Ces compléments ne remplacent pas le SRI, qui reste un référentiel de base utile, mais ils permettent de documenter les zones grises qui comptent vraiment pour la stabilité du fonds et l’équité entre porteurs. Ils renforcent la crédibilité commerciale du produit auprès d’une clientèle non professionnelle.
- Gouvernance : comité de liquidité doté de seuils d’alerte et d’un plan d’action.
- Transparence : reporting élargi sur levier agrégé, concentration des dix premières lignes, maturité moyenne des actifs, délais de cession observés.
- Discipline : limites internes sur les rachats nets cumulés, calibrage des poches de trésorerie, documentation publique des mécanismes de plafonnement.
La doctrine nationale évolue. L’AMF appelle dans ses publications récentes à une information PRIIPs fidèle et à une vigilance accrue dans la commercialisation de produits innovants auprès des particuliers. Les acteurs ont donc intérêt à aller au‑delà du minimum réglementaire pour sécuriser l’expérience des porteurs et la réputation du marché.
Sur le terrain, certaines maisons testent des modèles internes de risque adossés à des bases de données de transactions privées, des courbes de défaut observées et des proxys de décotes en marché secondaire. À mesure que s’étoffe l’historique, ces modèles devraient affiner la lecture des pertes maximales plausibles.
Checklist pour comités de risques
1 Cartographier le levier et la maturité des lignes. 2 Simuler des vagues de rachat et l’usage des « gates ». 3 Backtester la valorisation sur des périodes de stress. 4 Tester les conséquences de cessions avec décote. 5 Évaluer l’adéquation du proxy choisit pour le SRI et documenter ses limites.
Ce que les dirigeants doivent surveiller en 2025
ELTIF 2 permet d’amplifier l’épargne longue vers l’économie réelle tout en offrant une expérience d’investissement plus fluide. L’accélération des lancements en 2025, de Natixis IM à CIC Private Debt, le confirme, avec un intérêt croissant des réseaux de distribution français pour ces formats semi‑liquides (CFNEWS, mai 2025 et Citywire, février 2025).

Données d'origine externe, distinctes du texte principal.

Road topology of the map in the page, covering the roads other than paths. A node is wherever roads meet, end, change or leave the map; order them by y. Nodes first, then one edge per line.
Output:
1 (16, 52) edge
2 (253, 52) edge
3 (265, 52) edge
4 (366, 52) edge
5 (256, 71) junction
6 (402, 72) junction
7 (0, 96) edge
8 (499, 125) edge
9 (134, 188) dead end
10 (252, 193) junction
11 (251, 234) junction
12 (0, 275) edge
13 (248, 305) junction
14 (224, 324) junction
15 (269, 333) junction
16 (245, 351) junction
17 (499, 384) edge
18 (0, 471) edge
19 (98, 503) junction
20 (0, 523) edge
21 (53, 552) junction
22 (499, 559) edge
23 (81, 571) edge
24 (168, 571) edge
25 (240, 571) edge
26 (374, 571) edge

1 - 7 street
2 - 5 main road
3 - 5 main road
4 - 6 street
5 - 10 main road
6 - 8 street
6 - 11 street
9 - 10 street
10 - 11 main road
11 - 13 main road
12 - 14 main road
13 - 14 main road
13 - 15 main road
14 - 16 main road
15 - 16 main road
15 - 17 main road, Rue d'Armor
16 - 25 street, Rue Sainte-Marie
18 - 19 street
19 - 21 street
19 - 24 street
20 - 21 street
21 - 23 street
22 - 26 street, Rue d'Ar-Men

La clé du succès repose désormais sur une mesure du risque plus incarnée que le seul SRI et sur une transparence sans ambiguïté autour de la liquidité. Dans un environnement de taux élevés et de refinancements plus exigeants, cette rigueur n’est pas un luxe mais la condition d’un marché durablement crédible au service des particuliers.
ELTIF 2 consacre l’essor des fonds evergreen mais rappelle une réalité simple : pour démocratiser les marchés privés, il faut rendre la liquidité conditionnelle compréhensible et le risque d’illiquidité mesurable, afin d’aligner la promesse avec la mécanique bilancielle des actifs non cotés.